Y tras unos minutos escuchándose únicamente su llanto en la estancia, todo se había silenciado hasta el momento en que la General de División entró en el cuarto. La mujer se encontró con un Kimbley muy alegre y una Riku hecha polvo. La muchacha se lanzó a ella en cuanto la vio y siguió llorando sin parar a la vez que el alquimista salía de la estancia.
--Dime que no; dime que no estaba en el tren, ¡dimelo! –pidió la pelirroja destrozada.
--No se sabe nada Riku. Lo siento. –le respondió ella sin dejar de abrazarla y pasar con ternura su mano por la cabeza de la joven.
[En un tramo de vía a dos horas del cuartel de Briggs]
Milles y Buccanner habían llegado al lugar de los hechos tras un par de horas de viaje. Habían esparcido a sus hombres en sus diferentes tareas y ellos estaban revisando los restos del tren. Al parecer la explosión sólo había afectado a un par de vagones que al explotar habían hecho que el tren se dividiera quedando la mayor parte intacto. Sin embargo los vagones implicados en el hecho estaban notablemente dañados y sus pasajeros eran ahora cadáveres.
--Teniente. –le llamó uno de los soldados a Milles- Hemos encontrado una cartera del ejército y los restos de un uniforme ensangrentado.
--¿Algo que nos ayude a saber de quien era? –preguntó el ishbalí.
--No mucho. Hay papeles medio quemados y mucha sangre en la zona; además uno de los soportes del vagón debió caer sobre la persona que fuera en este sitio. –añadió el militar mostrando dicho soporte clavado en el asiento y la zona llena de sangre.
--Está bien. Habla con la estación a ver si pueden darnos la lista de los pasajeros para saber si había algún militar y quién era.
--No será necesario Milles. –dijo de improviso Buccanner apareciendo por detrás de él con lo que parecía un mechero de gas y unos galones- Lo he encontrado junto a ese maletín, ¿te suena?
--Dios mío, es de Jean Havoc. Claro, él iba en este tren. –dijo el ishbalí al darse cuenta- ¿Y qué hacemos? La General no se pondrá muy contenta al saber que han matado a un hombre de Central en su jurisdicción.
--Técnicamente no está muerto señor. –añadió el soldado que había encontrado la cartera y el uniforme- No hemos encontrado ningún cuerpo vestido así. Sólo hay jirones del uniforme por la zona pero nada más.

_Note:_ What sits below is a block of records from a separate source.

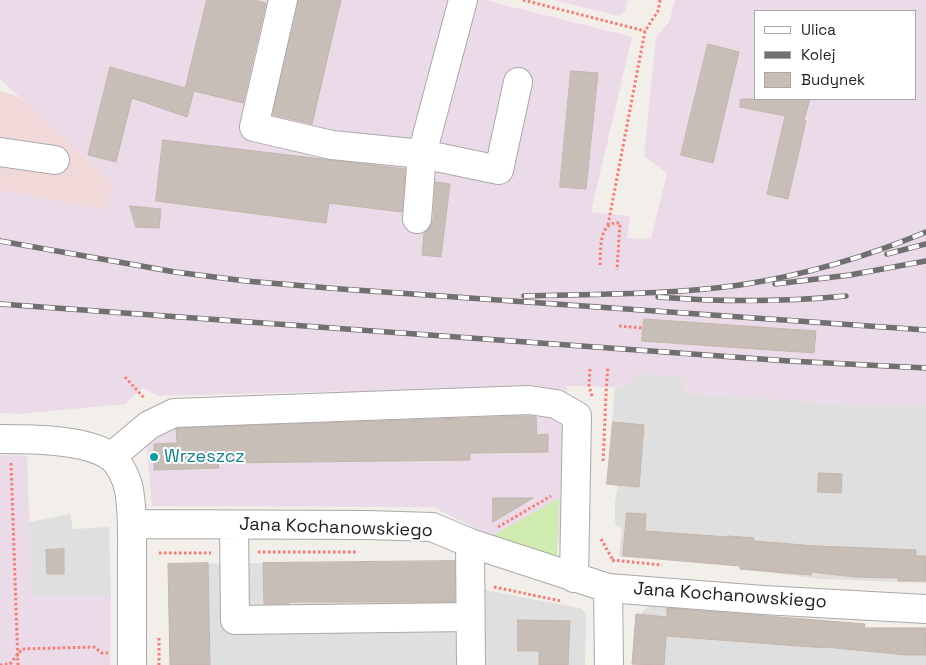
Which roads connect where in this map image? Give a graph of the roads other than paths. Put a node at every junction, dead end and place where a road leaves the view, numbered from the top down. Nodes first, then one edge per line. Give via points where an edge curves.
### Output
1 (283, 0) edge
2 (463, 0) edge
3 (518, 82) dead end
4 (0, 152) edge
5 (422, 154) junction
6 (55, 160) dead end
7 (417, 219) dead end
8 (3, 450) edge
9 (112, 457) junction
10 (132, 524) junction
11 (234, 526) junction
12 (470, 543) junction
13 (620, 588) junction
14 (570, 590) junction
15 (926, 610) edge
16 (470, 617) junction
17 (121, 659) edge
18 (471, 665) edge
19 (609, 665) edge

1 - 5 street via 254,127 332,145
2 - 5 street
3 - 5 street via 498,170
4 - 6 street
5 - 7 street
8 - 9 street via 26,439 75,444 94,448
9 - 10 street via 123,472 129,489
9 - 14 street via 149,425 174,413 529,400 556,404 577,416
10 - 11 street, Jana Kochanowskiego
10 - 17 street
11 - 12 street, Jana Kochanowskiego via 432,528
11 - 16 street via 235,620
12 - 14 street, Jana Kochanowskiego
12 - 16 street
13 - 14 street, Jana Kochanowskiego
13 - 15 street, Jana Kochanowskiego
13 - 19 street
16 - 18 street

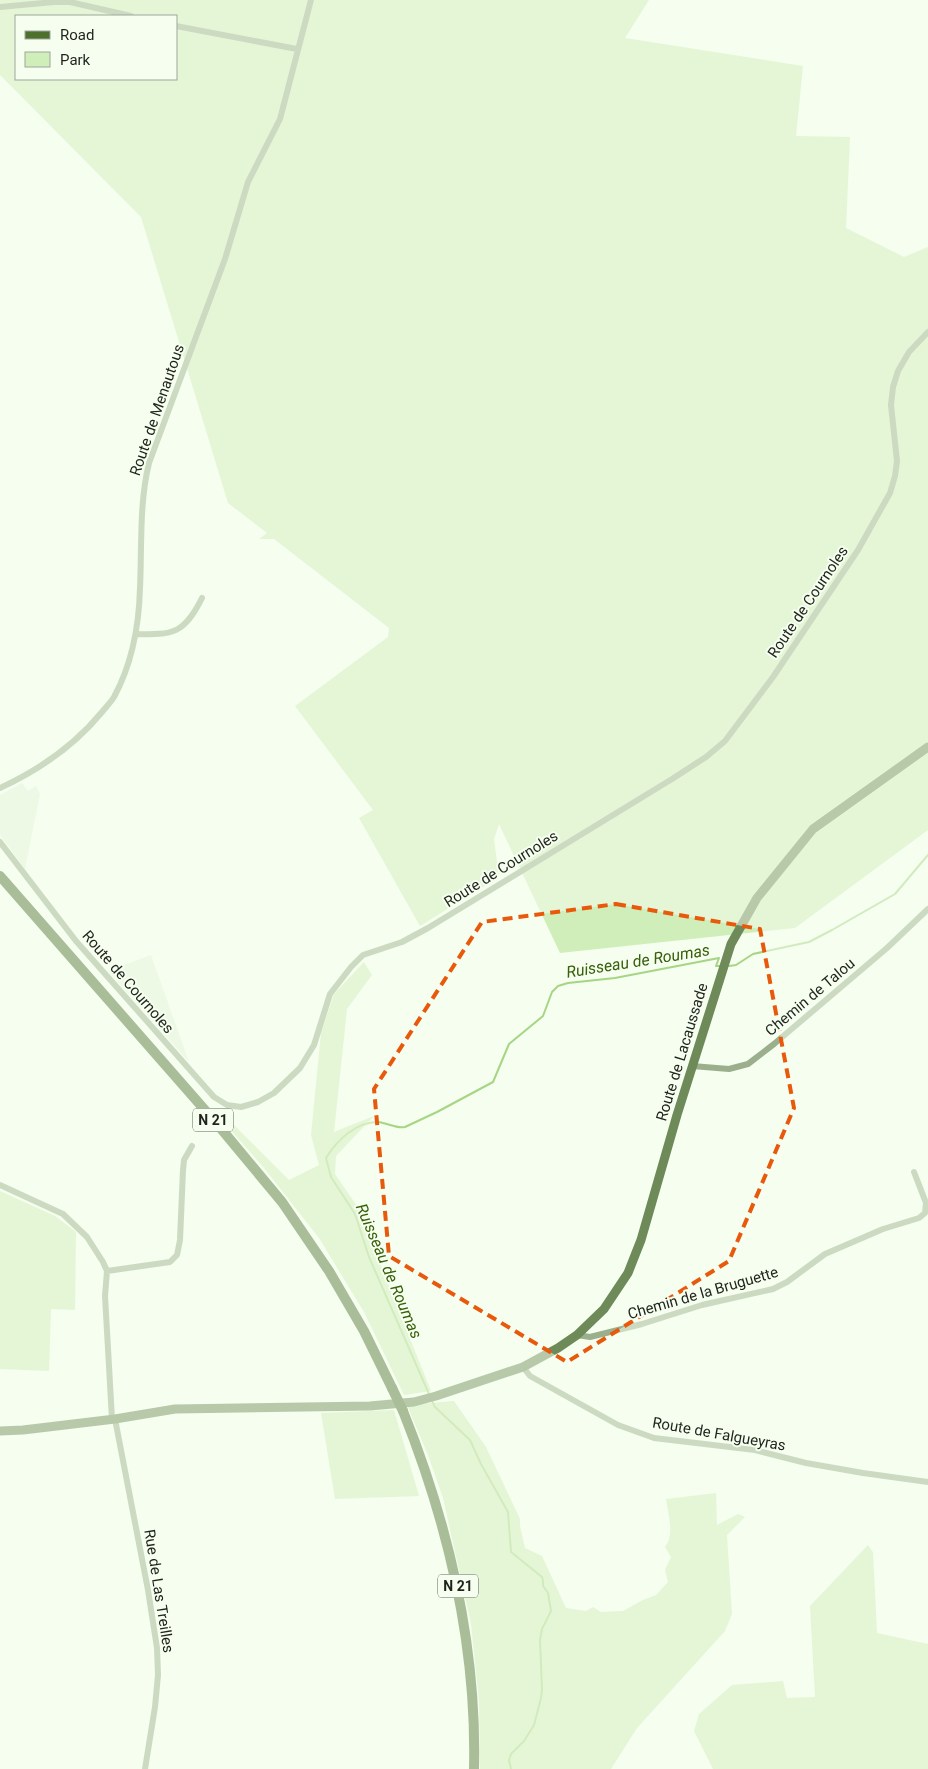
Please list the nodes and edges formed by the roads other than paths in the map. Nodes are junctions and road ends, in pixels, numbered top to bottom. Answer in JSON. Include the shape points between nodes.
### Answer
{"nodes":[{"id":1,"x":311,"y":0,"type":"edge"},
{"id":2,"x":0,"y":7,"type":"edge"},
{"id":3,"x":127,"y":15,"type":"edge"},
{"id":4,"x":178,"y":26,"type":"edge"},
{"id":5,"x":297,"y":49,"type":"junction"},
{"id":6,"x":928,"y":332,"type":"edge"},
{"id":7,"x":202,"y":598,"type":"dead end"},
{"id":8,"x":136,"y":634,"type":"junction"},
{"id":9,"x":928,"y":747,"type":"edge"},
{"id":10,"x":0,"y":788,"type":"edge"},
{"id":11,"x":0,"y":842,"type":"edge"},
{"id":12,"x":0,"y":876,"type":"edge"},
{"id":13,"x":928,"y":909,"type":"edge"},
{"id":14,"x":692,"y":1066,"type":"junction"},
{"id":15,"x":192,"y":1146,"type":"dead end"},
{"id":16,"x":914,"y":1172,"type":"dead end"},
{"id":17,"x":0,"y":1185,"type":"edge"},
{"id":18,"x":107,"y":1271,"type":"junction"},
{"id":19,"x":577,"y":1336,"type":"junction"},
{"id":20,"x":523,"y":1367,"type":"junction"},
{"id":21,"x":113,"y":1419,"type":"junction"},
{"id":22,"x":0,"y":1430,"type":"edge"},
{"id":23,"x":928,"y":1482,"type":"edge"},
{"id":24,"x":145,"y":1769,"type":"edge"},
{"id":25,"x":474,"y":1769,"type":"edge"}],
"edges":[{"from":1,"to":5,"type":"street","name":"Route de Menautous"},
{"from":2,"to":3,"type":"street","via":[[70,2]]},
{"from":4,"to":5,"type":"street"},
{"from":5,"to":8,"type":"street","name":"Route de Menautous","via":[[280,119],[248,182],[225,259],[149,463],[143,487]]},
{"from":6,"to":11,"type":"street","name":"Route de Cournoles","via":[[909,352],[898,370],[893,387],[891,405],[897,461],[890,493],[858,550],[773,677],[724,741],[706,758],[428,928],[402,942],[363,955],[330,994],[314,1045],[300,1068],[274,1093],[258,1102],[241,1107],[227,1105],[214,1097],[76,941]]},
{"from":7,"to":8,"type":"street","via":[[179,629],[162,635]]},
{"from":8,"to":10,"type":"street","name":"Route de Menautous","via":[[129,662],[113,698],[90,727],[61,753]]},
{"from":9,"to":14,"type":"street","name":"Route de Lacaussade","via":[[813,829],[757,898],[731,944]]},
{"from":12,"to":25,"type":"main road","number":"N 21","bridge":true,"via":[[282,1202],[329,1271],[364,1331],[403,1411],[422,1460],[459,1590],[469,1654]]},
{"from":13,"to":14,"type":"street","name":"Chemin de Talou","via":[[887,948],[748,1064],[730,1068]]},
{"from":14,"to":19,"type":"street","name":"Route de Lacaussade","via":[[642,1240],[628,1273],[604,1309]]},
{"from":15,"to":18,"type":"street","via":[[184,1160],[177,1255],[170,1262]]},
{"from":16,"to":19,"type":"street","name":"Chemin de la Bruguette","via":[[926,1203],[925,1213],[919,1218],[883,1229],[825,1254],[773,1289],[683,1310],[590,1338]]},
{"from":17,"to":18,"type":"street","via":[[63,1214],[88,1237]]},
{"from":18,"to":21,"type":"street","name":"Rue de Las Treilles","via":[[105,1296]]},
{"from":19,"to":20,"type":"street","name":"Route de Lacaussade"},
{"from":20,"to":21,"type":"street","name":"Route de Lacaussade","via":[[414,1402],[370,1406],[175,1409]]},
{"from":20,"to":23,"type":"street","name":"Route de Falgueyras","via":[[530,1376],[618,1425],[654,1438],[755,1450],[863,1474]]},
{"from":21,"to":22,"type":"street","name":"Route de Lacaussade"},
{"from":21,"to":24,"type":"street","name":"Rue de Las Treilles","via":[[157,1648],[155,1707]]}]}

--¿Tú que opinas Buccanner?
--Desaparecido hasta encontrar su cuerpo. –sentenció el militar guardando lo que habían encontrado de Havoc en una bolsa- Llévalo al coche y no se lo enseñes a nadie.
--Buccanner, ¿cómo se lo decimos a Riku? Sabes tan bien como yo que ese no era Jean.
--La General nos lo contó para ayudar a la joven, pero por lo que a mí respecta hasta que se descubra que no era él sigue siendo Jean Havoc. –confirmó el hombre antes de volver su trabajo.
--Claro. Jean Havoc desaparecido. –añadió el ishbalí volviendo también al trabajo.